To do> Considering the entries that follow, report how many lines include the string "thumb", giving the number alone.

[Landmark coordinate records]
********************

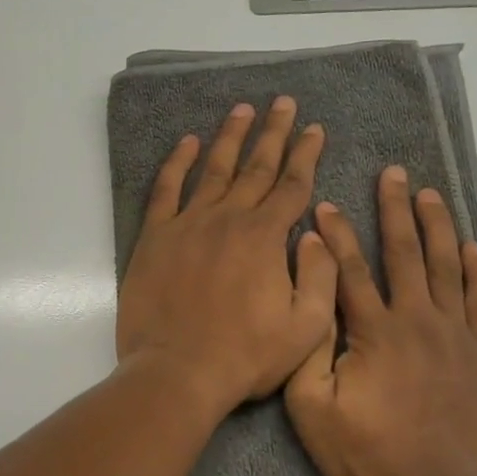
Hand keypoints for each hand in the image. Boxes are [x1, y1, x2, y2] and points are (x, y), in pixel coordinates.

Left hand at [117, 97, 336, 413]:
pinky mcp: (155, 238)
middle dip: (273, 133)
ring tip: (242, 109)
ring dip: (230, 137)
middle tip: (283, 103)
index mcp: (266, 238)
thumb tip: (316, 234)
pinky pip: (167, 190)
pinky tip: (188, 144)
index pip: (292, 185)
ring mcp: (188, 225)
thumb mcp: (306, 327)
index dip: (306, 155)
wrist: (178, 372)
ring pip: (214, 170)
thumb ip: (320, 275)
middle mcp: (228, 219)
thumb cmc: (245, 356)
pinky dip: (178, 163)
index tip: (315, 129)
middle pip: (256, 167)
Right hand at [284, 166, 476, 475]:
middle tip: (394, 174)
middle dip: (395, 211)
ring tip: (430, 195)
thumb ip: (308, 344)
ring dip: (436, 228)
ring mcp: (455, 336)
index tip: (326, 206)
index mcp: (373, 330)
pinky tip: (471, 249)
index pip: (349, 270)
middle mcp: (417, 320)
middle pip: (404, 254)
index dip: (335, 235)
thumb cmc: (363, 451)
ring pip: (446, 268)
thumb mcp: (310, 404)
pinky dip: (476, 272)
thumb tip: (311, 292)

********************

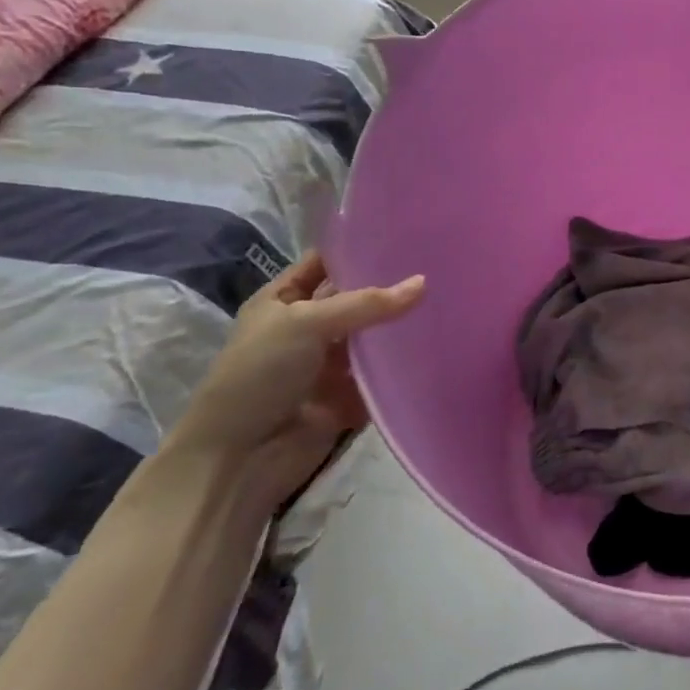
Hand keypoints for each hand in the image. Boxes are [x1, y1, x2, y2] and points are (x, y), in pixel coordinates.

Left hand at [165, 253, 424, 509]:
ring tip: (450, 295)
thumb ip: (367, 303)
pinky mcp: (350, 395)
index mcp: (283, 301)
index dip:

********************

Task solution> 9